Exercise: Pictures stay out of the copy, and everything else in the data below is repeated exactly.

★ ★ ★ ★ ★

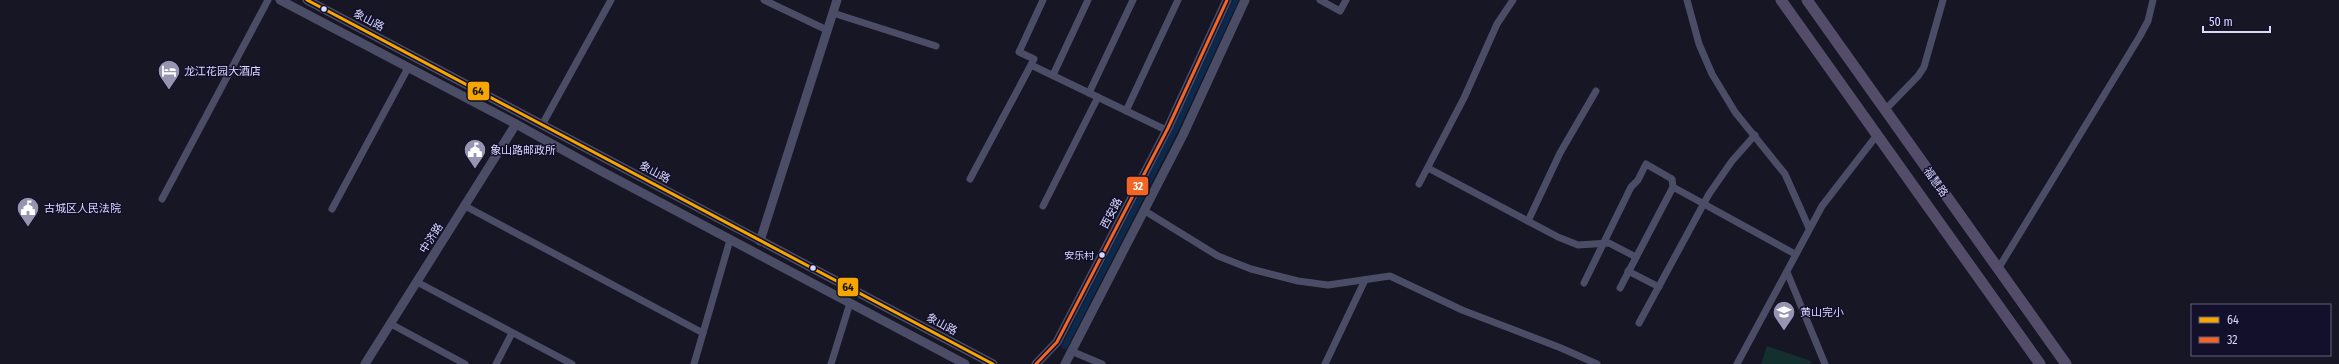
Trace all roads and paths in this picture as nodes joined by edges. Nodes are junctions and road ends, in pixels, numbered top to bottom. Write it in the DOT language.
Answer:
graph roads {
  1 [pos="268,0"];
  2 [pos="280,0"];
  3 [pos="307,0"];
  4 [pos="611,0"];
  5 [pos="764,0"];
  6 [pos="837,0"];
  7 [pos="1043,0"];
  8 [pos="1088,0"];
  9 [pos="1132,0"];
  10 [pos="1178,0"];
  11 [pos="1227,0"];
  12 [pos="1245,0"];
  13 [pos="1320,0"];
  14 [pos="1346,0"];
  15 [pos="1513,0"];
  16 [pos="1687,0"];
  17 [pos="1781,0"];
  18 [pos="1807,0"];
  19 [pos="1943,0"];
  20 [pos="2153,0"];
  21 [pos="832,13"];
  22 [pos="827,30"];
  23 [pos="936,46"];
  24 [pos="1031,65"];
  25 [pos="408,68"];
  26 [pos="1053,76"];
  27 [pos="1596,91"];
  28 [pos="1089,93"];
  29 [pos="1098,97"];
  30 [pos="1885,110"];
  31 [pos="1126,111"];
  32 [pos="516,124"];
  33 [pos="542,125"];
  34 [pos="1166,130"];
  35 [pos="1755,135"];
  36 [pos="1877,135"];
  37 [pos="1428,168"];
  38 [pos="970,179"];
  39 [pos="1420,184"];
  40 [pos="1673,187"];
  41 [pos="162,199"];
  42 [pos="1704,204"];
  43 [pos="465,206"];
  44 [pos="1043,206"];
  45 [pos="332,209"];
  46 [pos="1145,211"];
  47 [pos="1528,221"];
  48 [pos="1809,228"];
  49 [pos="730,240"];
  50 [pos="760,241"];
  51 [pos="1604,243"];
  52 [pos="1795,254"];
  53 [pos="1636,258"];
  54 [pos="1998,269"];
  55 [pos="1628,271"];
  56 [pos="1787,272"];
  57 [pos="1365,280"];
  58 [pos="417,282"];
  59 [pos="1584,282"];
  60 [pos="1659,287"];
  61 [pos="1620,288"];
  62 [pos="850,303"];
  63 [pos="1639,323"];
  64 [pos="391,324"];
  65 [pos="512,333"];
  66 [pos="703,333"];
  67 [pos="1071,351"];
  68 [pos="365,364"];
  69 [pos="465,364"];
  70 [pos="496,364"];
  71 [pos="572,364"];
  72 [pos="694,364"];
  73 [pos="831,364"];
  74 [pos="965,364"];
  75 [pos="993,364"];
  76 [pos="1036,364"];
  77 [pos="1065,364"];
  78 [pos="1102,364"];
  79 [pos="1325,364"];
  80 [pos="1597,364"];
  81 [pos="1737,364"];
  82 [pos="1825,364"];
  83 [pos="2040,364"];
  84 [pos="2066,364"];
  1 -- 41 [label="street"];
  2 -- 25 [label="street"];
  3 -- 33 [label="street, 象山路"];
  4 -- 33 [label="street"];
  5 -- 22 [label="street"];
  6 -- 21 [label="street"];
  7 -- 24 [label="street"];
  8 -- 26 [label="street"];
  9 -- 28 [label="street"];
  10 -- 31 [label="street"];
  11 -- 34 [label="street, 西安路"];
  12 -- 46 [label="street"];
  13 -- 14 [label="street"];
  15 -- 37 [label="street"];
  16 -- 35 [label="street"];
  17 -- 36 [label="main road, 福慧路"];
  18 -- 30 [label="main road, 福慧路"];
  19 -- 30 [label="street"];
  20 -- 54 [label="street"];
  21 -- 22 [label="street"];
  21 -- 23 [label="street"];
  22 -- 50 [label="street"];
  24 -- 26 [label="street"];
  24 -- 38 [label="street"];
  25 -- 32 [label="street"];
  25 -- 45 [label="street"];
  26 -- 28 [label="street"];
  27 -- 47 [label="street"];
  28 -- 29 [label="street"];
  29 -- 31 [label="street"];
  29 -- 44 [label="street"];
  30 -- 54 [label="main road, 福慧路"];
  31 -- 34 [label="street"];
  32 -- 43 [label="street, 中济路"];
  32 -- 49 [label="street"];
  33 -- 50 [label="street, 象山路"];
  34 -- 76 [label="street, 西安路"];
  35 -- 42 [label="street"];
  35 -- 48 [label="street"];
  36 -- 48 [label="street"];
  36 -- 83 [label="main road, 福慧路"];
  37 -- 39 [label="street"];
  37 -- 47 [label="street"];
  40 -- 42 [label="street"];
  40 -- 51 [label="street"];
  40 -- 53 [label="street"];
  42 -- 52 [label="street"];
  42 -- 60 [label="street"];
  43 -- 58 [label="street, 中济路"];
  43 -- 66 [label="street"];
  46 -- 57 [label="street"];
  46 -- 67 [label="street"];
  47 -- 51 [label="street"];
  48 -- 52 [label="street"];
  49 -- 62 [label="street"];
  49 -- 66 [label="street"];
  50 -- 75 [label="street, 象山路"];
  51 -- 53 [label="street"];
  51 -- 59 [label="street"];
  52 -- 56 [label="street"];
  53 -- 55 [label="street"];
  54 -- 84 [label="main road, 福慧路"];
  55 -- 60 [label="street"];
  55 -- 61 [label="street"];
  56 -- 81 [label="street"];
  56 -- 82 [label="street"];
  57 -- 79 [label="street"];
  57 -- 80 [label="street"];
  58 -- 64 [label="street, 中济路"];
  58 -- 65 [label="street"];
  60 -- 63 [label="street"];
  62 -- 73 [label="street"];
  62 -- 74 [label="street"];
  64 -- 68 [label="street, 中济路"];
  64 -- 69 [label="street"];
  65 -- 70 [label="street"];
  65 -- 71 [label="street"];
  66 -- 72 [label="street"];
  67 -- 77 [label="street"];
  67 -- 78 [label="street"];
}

★ ★ ★ ★ ★

Exercise output:
Trace all roads and paths in this picture as nodes joined by edges. Nodes are junctions and road ends, in pixels, numbered top to bottom. Write it in the DOT language.
Answer:
graph roads {
  1 [pos="268,0"];
  2 [pos="280,0"];
  3 [pos="307,0"];
  4 [pos="611,0"];
  5 [pos="764,0"];
  6 [pos="837,0"];
  7 [pos="1043,0"];
  8 [pos="1088,0"];
  9 [pos="1132,0"];
  10 [pos="1178,0"];
  11 [pos="1227,0"];
  12 [pos="1245,0"];
  13 [pos="1320,0"];
  14 [pos="1346,0"];
  15 [pos="1513,0"];
  16 [pos="1687,0"];
  17 [pos="1781,0"];
  18 [pos="1807,0"];
  19 [pos="1943,0"];
  20 [pos="2153,0"];
  21 [pos="832,13"];
  22 [pos="827,30"];
  23 [pos="936,46"];
  24 [pos="1031,65"];
  25 [pos="408,68"];
  26 [pos="1053,76"];
  27 [pos="1596,91"];
  28 [pos="1089,93"];
  29 [pos="1098,97"];
  30 [pos="1885,110"];
  31 [pos="1126,111"];
  32 [pos="516,124"];
  33 [pos="542,125"];
  34 [pos="1166,130"];
  35 [pos="1755,135"];
  36 [pos="1877,135"];
  37 [pos="1428,168"];
  38 [pos="970,179"];
  39 [pos="1420,184"];
  40 [pos="1673,187"];
  41 [pos="162,199"];
  42 [pos="1704,204"];
  43 [pos="465,206"];
  44 [pos="1043,206"];
  45 [pos="332,209"];
  46 [pos="1145,211"];
  47 [pos="1528,221"];
  48 [pos="1809,228"];
  49 [pos="730,240"];
  50 [pos="760,241"];
  51 [pos="1604,243"];
  52 [pos="1795,254"];
  53 [pos="1636,258"];
  54 [pos="1998,269"];
  55 [pos="1628,271"];
  56 [pos="1787,272"];
  57 [pos="1365,280"];
  58 [pos="417,282"];
  59 [pos="1584,282"];
  60 [pos="1659,287"];
  61 [pos="1620,288"];
  62 [pos="850,303"];
  63 [pos="1639,323"];
  64 [pos="391,324"];
  65 [pos="512,333"];
  66 [pos="703,333"];
  67 [pos="1071,351"];
  68 [pos="365,364"];
  69 [pos="465,364"];
  70 [pos="496,364"];
  71 [pos="572,364"];
  72 [pos="694,364"];
  73 [pos="831,364"];
  74 [pos="965,364"];
  75 [pos="993,364"];
  76 [pos="1036,364"];
  77 [pos="1065,364"];
  78 [pos="1102,364"];
  79 [pos="1325,364"];
  80 [pos="1597,364"];
  81 [pos="1737,364"];
  82 [pos="1825,364"];
  83 [pos="2040,364"];
  84 [pos="2066,364"];
  1 -- 41 [label="street"];
  2 -- 25 [label="street"];
  3 -- 33 [label="street, 象山路"];
  4 -- 33 [label="street"];
  5 -- 22 [label="street"];
  6 -- 21 [label="street"];
  7 -- 24 [label="street"];
  8 -- 26 [label="street"];
  9 -- 28 [label="street"];
  10 -- 31 [label="street"];
  11 -- 34 [label="street, 西安路"];
  12 -- 46 [label="street"];
  13 -- 14 [label="street"];
  15 -- 37 [label="street"];
  16 -- 35 [label="street"];
  17 -- 36 [label="main road, 福慧路"];
  18 -- 30 [label="main road, 福慧路"];
  19 -- 30 [label="street"];
  20 -- 54 [label="street"];
  21 -- 22 [label="street"];
  21 -- 23 [label="street"];
  22 -- 50 [label="street"];
  24 -- 26 [label="street"];
  24 -- 38 [label="street"];
  25 -- 32 [label="street"];
  25 -- 45 [label="street"];
  26 -- 28 [label="street"];
  27 -- 47 [label="street"];
  28 -- 29 [label="street"];
  29 -- 31 [label="street"];
  29 -- 44 [label="street"];
  30 -- 54 [label="main road, 福慧路"];
  31 -- 34 [label="street"];
  32 -- 43 [label="street, 中济路"];
  32 -- 49 [label="street"];
  33 -- 50 [label="street, 象山路"];
  34 -- 76 [label="street, 西安路"];
  35 -- 42 [label="street"];
  35 -- 48 [label="street"];
  36 -- 48 [label="street"];
  36 -- 83 [label="main road, 福慧路"];
  37 -- 39 [label="street"];
  37 -- 47 [label="street"];
  40 -- 42 [label="street"];
  40 -- 51 [label="street"];
  40 -- 53 [label="street"];
  42 -- 52 [label="street"];
  42 -- 60 [label="street"];
  43 -- 58 [label="street, 中济路"];
  43 -- 66 [label="street"];
  46 -- 57 [label="street"];
  46 -- 67 [label="street"];
  47 -- 51 [label="street"];
  48 -- 52 [label="street"];
  49 -- 62 [label="street"];
  49 -- 66 [label="street"];
  50 -- 75 [label="street, 象山路"];
  51 -- 53 [label="street"];
  51 -- 59 [label="street"];
  52 -- 56 [label="street"];
  53 -- 55 [label="street"];
  54 -- 84 [label="main road, 福慧路"];
  55 -- 60 [label="street"];
  55 -- 61 [label="street"];
  56 -- 81 [label="street"];
  56 -- 82 [label="street"];
  57 -- 79 [label="street"];
  57 -- 80 [label="street"];
  58 -- 64 [label="street, 中济路"];
  58 -- 65 [label="street"];
  60 -- 63 [label="street"];
  62 -- 73 [label="street"];
  62 -- 74 [label="street"];
  64 -- 68 [label="street, 中济路"];
  64 -- 69 [label="street"];
  65 -- 70 [label="street"];
  65 -- 71 [label="street"];
  66 -- 72 [label="street"];
  67 -- 77 [label="street"];
  67 -- 78 [label="street"];
}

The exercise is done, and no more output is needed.